= WHAT TO DO =
Write out the records once more, exactly, and keep any image out.

= GIVEN INFORMATION =
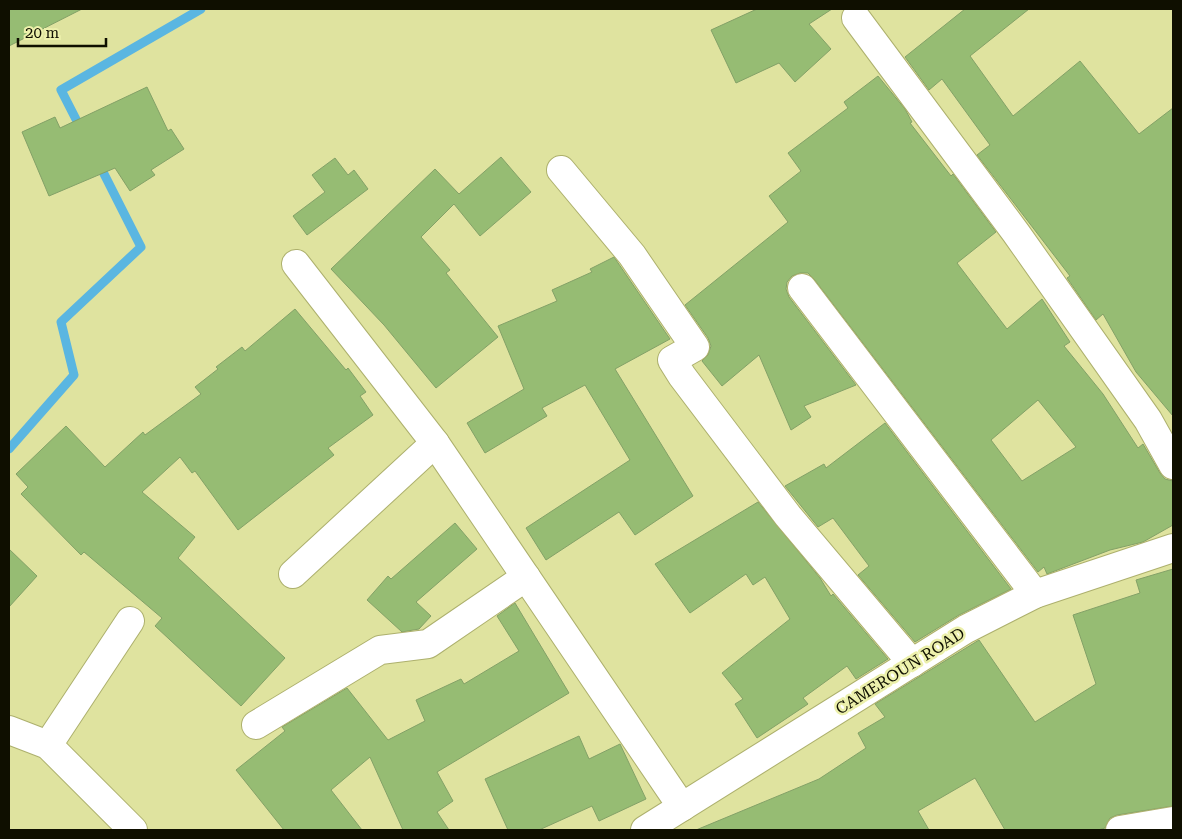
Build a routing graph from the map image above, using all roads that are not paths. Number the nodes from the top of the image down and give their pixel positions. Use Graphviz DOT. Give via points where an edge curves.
graph roads {
  1 [pos="856,18"];
  2 [pos="561,170"];
  3 [pos="296,264"];
  4 [pos="802,288"];
  5 [pos="435,442"];
  6 [pos="1173,465"];
  7 [pos="1173,548"];
  8 [pos="293,574"];
  9 [pos="526,577"];
  10 [pos="1036,594"];
  11 [pos="130,621"];
  12 [pos="912,663"];
  13 [pos="256,726"];
  14 [pos="9,730"];
  15 [pos="48,745"];
  16 [pos="682,807"];
  17 [pos="1173,820"];
  18 [pos="132,830"];
  19 [pos="645,830"];
  20 [pos="1120,830"];
  1 -- 6 [label="street" via="1016,233 1148,420"];
  2 -- 12 [label="street" via="632,255 695,347 672,360 682,376 788,516"];
  3 -- 5 [label="street"];
  4 -- 10 [label="street"];
  5 -- 8 [label="street"];
  5 -- 9 [label="street"];
  7 -- 10 [label="street, CAMEROUN ROAD"];
  9 -- 13 [label="street" via="428,644 380,650"];
  9 -- 16 [label="street"];
  10 -- 12 [label="street, CAMEROUN ROAD" via="966,629"];
  11 -- 15 [label="street"];
  12 -- 16 [label="street, CAMEROUN ROAD"];
  14 -- 15 [label="street"];
  15 -- 18 [label="street"];
  16 -- 19 [label="street, CAMEROUN ROAD"];
  17 -- 20 [label="street"];
}
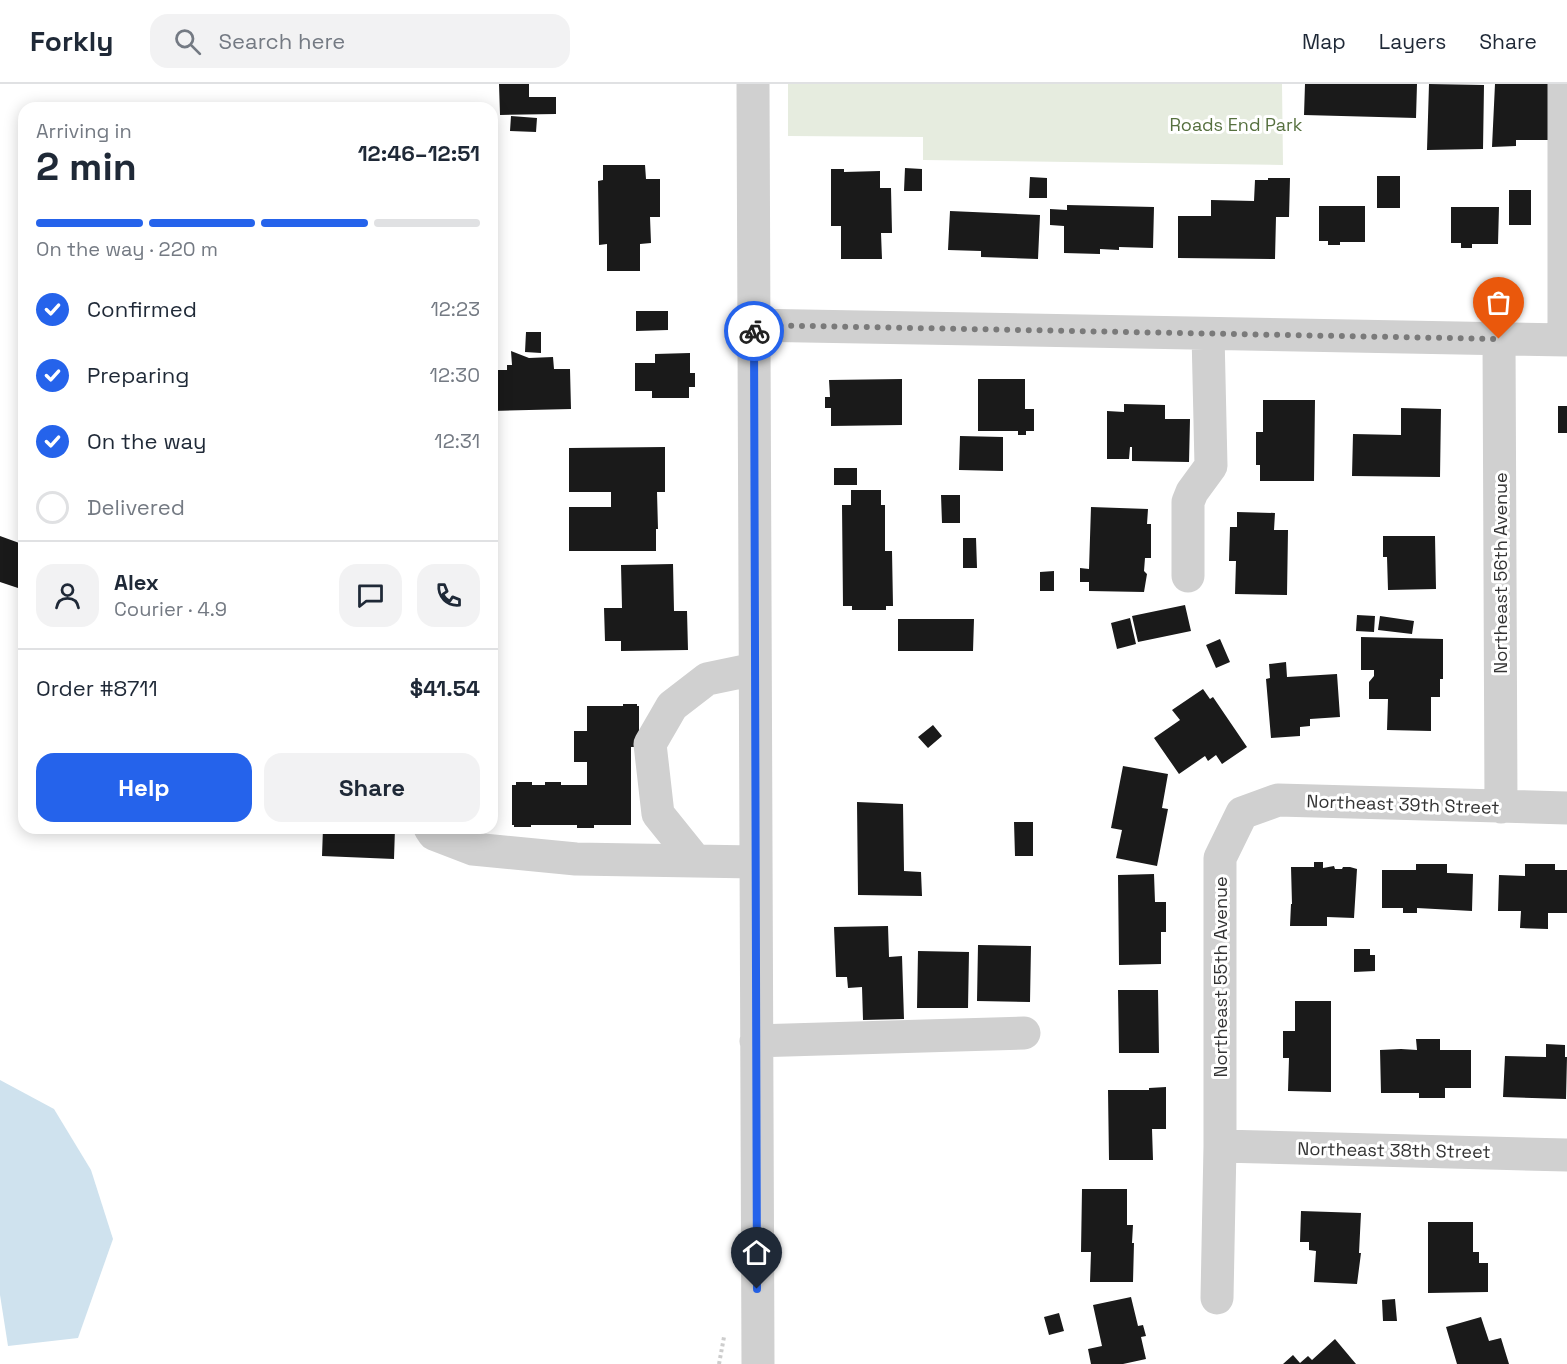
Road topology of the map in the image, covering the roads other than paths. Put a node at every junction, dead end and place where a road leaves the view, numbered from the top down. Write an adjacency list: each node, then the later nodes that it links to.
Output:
1 (753, 84): 3 (street)
2 (1564, 84): 6 (street)
3 (754, 325): 4 (street); 8 (street)
4 (1208, 334): 5 (street); 7 (street)
5 (1499, 339): 6 (street); 9 (street, Northeast 56th Avenue)
6 (1565, 340)
7 (1188, 576)
8 (755, 669): 13 (street); 14 (street)
9 (1502, 807): 10 (street, Northeast 39th Street); 11 (street, Northeast 39th Street)
10 (1567, 808)
11 (1242, 813): 17 (street, Northeast 55th Avenue)
12 (434, 834): 13 (street)
13 (695, 860): 14 (street)
14 (756, 862): 16 (street)
15 (1024, 1033): 16 (street)
16 (756, 1041): 20 (street)
17 (1220, 1146): 18 (street, Northeast 38th Street); 19 (street, Northeast 55th Avenue)
18 (1567, 1155)
19 (1217, 1298)
20 (758, 1364)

= TASK ANSWER =
Build a routing graph from the map image above, using all roads that are not paths. Number the nodes from the top of the image down and give their pixel positions. Use Graphviz DOT. Give via points where an edge curves.
graph roads {
  1 [pos="856,18"];
  2 [pos="561,170"];
  3 [pos="296,264"];
  4 [pos="802,288"];
  5 [pos="435,442"];
  6 [pos="1173,465"];
  7 [pos="1173,548"];
  8 [pos="293,574"];
  9 [pos="526,577"];
  10 [pos="1036,594"];
  11 [pos="130,621"];
  12 [pos="912,663"];
  13 [pos="256,726"];
  14 [pos="9,730"];
  15 [pos="48,745"];
  16 [pos="682,807"];
  17 [pos="1173,820"];
  18 [pos="132,830"];
  19 [pos="645,830"];
  20 [pos="1120,830"];
  1 -- 6 [label="street" via="1016,233 1148,420"];
  2 -- 12 [label="street" via="632,255 695,347 672,360 682,376 788,516"];
  3 -- 5 [label="street"];
  4 -- 10 [label="street"];
  5 -- 8 [label="street"];
  5 -- 9 [label="street"];
  7 -- 10 [label="street, CAMEROUN ROAD"];
  9 -- 13 [label="street" via="428,644 380,650"];
  9 -- 16 [label="street"];
  10 -- 12 [label="street, CAMEROUN ROAD" via="966,629"];
  11 -- 15 [label="street"];
  12 -- 16 [label="street, CAMEROUN ROAD"];
  14 -- 15 [label="street"];
  15 -- 18 [label="street"];
  16 -- 19 [label="street, CAMEROUN ROAD"];
  17 -- 20 [label="street"];
}
Road topology of the map in the image, covering the roads other than paths. Put a node at every junction, dead end and place where a road leaves the view, numbered from the top down. Write an adjacency list: each node, then the later nodes that it links to.
Output:
1 (753, 84): 3 (street)
2 (1564, 84): 6 (street)
3 (754, 325): 4 (street); 8 (street)
4 (1208, 334): 5 (street); 7 (street)
5 (1499, 339): 6 (street); 9 (street, Northeast 56th Avenue)
6 (1565, 340)
7 (1188, 576)
8 (755, 669): 13 (street); 14 (street)
9 (1502, 807): 10 (street, Northeast 39th Street); 11 (street, Northeast 39th Street)
10 (1567, 808)
11 (1242, 813): 17 (street, Northeast 55th Avenue)
12 (434, 834): 13 (street)
13 (695, 860): 14 (street)
14 (756, 862): 16 (street)
15 (1024, 1033): 16 (street)
16 (756, 1041): 20 (street)
17 (1220, 1146): 18 (street, Northeast 38th Street); 19 (street, Northeast 55th Avenue)
18 (1567, 1155)
19 (1217, 1298)
20 (758, 1364)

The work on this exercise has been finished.